Filled with doubt, Rose followed along as instructors gave him tips to ready him for the slopes in Colorado. Once at the top, Rose dismounted the chairlift, expecting to begin his descent down the mountain; instead, he wiped-out at the base of the chairlift.

They got me up right away and got me off to the side. And I was just kind of sitting there dusting the snow off. My little sister was on the lifts behind us coming up, and she skied up behind, and she was like, “Pretty amazing.”

I thought she was talking about my dismount on the chairlifts, though. But I finally looked up, and I’m sitting there on top of a mountain looking over the town of Breckenridge. That’s kind of when everything hit me. I’m in a wheelchair. I’m paralyzed. There’s no reason I should ever be on top of a mountain like that, but, you know, there I was.

Not only did the ski trip help Rose regain his sense of confidence, he says, “it opened up my eyes to all the stuff that I still could do.”


The National Veterans Wheelchair Games has been a part of Rose’s life since 2012, and in 2018 he’ll be competing in the Slalom, Powerlifting, Field events, Bowling and Table Tennis.

For Rose, the Games not only present an opportunity to compete, but they also provide a sense of community and offer plenty of opportunities for mentorship.

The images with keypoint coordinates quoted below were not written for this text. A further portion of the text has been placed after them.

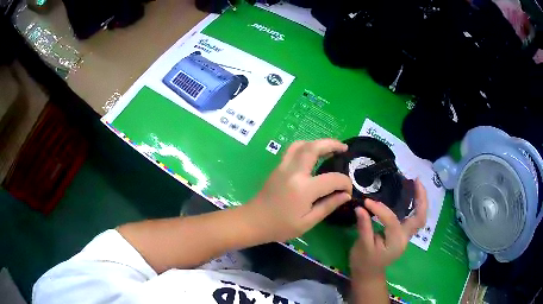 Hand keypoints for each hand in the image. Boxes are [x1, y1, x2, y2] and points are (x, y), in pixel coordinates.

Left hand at [245, 139, 352, 242]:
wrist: (253, 221)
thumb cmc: (280, 226)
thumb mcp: (307, 222)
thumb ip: (328, 205)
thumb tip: (346, 195)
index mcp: (304, 189)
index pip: (332, 179)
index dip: (345, 183)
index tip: (348, 191)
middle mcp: (294, 172)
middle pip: (314, 148)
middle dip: (332, 144)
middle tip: (344, 148)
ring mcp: (283, 166)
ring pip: (302, 144)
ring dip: (318, 143)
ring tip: (330, 148)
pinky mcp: (278, 167)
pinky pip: (293, 150)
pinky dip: (306, 147)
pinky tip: (313, 155)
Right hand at [349, 179, 427, 280]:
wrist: (368, 274)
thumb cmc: (363, 262)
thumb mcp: (362, 246)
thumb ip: (364, 227)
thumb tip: (361, 207)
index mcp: (395, 243)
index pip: (392, 221)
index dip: (380, 209)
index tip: (367, 201)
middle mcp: (405, 239)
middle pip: (420, 218)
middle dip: (421, 199)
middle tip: (417, 180)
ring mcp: (405, 237)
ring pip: (419, 218)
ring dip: (420, 201)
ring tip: (417, 184)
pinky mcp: (402, 235)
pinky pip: (413, 219)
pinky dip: (415, 206)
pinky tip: (411, 196) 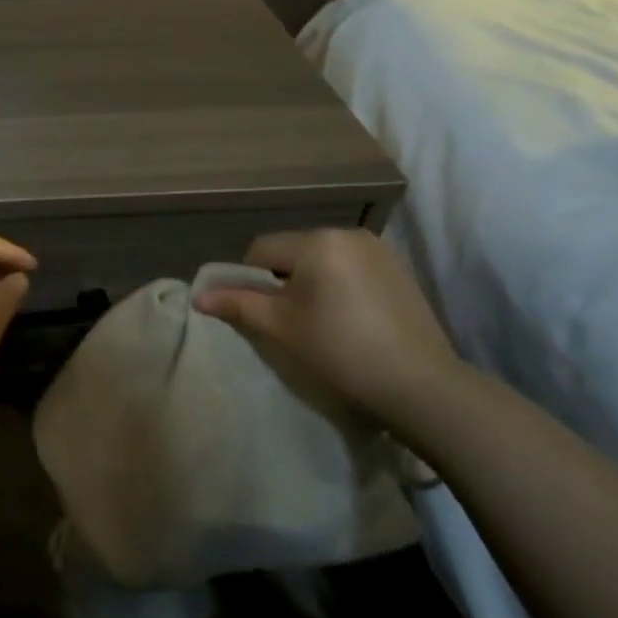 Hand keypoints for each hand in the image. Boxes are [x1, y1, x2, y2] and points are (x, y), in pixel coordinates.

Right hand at [193, 228, 467, 427]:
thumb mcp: (281, 328)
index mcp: (317, 241)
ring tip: (320, 322)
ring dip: (310, 282)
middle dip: (282, 281)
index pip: (261, 250)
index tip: (258, 314)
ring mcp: (378, 249)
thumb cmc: (340, 351)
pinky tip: (350, 319)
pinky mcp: (399, 268)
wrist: (419, 384)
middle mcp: (348, 233)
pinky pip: (350, 267)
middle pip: (292, 251)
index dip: (248, 280)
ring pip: (322, 259)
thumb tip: (199, 296)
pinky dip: (339, 285)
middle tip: (289, 321)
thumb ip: (238, 304) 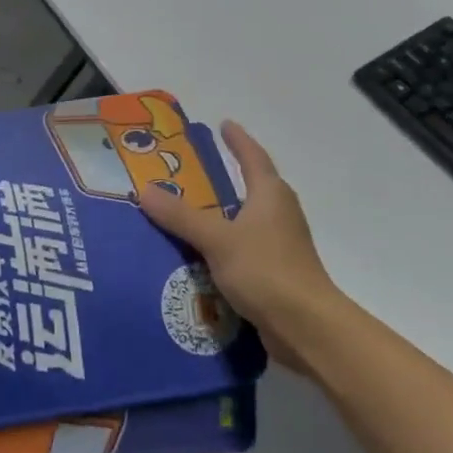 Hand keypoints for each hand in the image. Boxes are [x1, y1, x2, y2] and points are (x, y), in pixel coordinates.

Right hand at [138, 122, 338, 370]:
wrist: (306, 328)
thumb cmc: (266, 270)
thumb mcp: (217, 239)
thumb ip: (181, 216)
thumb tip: (145, 190)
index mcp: (271, 194)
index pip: (253, 157)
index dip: (238, 140)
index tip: (224, 124)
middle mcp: (280, 213)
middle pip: (253, 186)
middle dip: (228, 176)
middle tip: (193, 171)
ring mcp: (282, 244)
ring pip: (248, 219)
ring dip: (224, 214)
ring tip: (190, 213)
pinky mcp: (278, 272)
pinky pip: (246, 248)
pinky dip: (226, 245)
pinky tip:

According to Rose, “All of a sudden you go from feeling like you’re the only person in the world to having hundreds of people out there who are in the same situation you are in, that can help you out, that you can turn to.”

“It’s awesome to go from a place where there might not be many people with disabilities where you live and all of a sudden you show up in a city for a week, and there’s 500 wheelchairs.”


The National Veterans Wheelchair Games also present opportunities for the athletes to give back, be it in giving pointers to newer athletes, or taking part in Kids Day, as Rose has for the past few years. Rose says that Kids Day — a day where children with physical disabilities can interact with the competing wheelchair athletes and try out some adaptive sports — has been his favorite part of the Games since he was asked to volunteer in his third year of competing.

“It’s just amazing to be able to work with the kids and try to introduce them to the sports that have done so much for us.”


If there ever was a spokesperson for the benefits of adaptive sports, Rose is that person:

You know, after I was injured, I feel like the biggest thing that I lost was my sense of identity. I went from being a very active, competitive person, all of a sudden being paralyzed having to live life in a wheelchair, and I thought I was going to spend the rest of my time sitting on the sidelines watching everybody else have fun. If it wasn’t for adaptive sports I probably would still be feeling like that. You know, it took me quite a while to realize that the injury didn’t redefine who I was as a person, you know, I was still the same person. So I could still compete and be active and live the life that I wanted to, but it took adaptive sports to make me realize it.

And for those who want to see what the National Veterans Wheelchair Games are all about, Rose says, “Just go. Just show up. You know, you’re going to see that there are people there who have injuries that are worse than yours that are doing things that you thought were impossible for yourself to do. And that’s going to change your outlook on life.”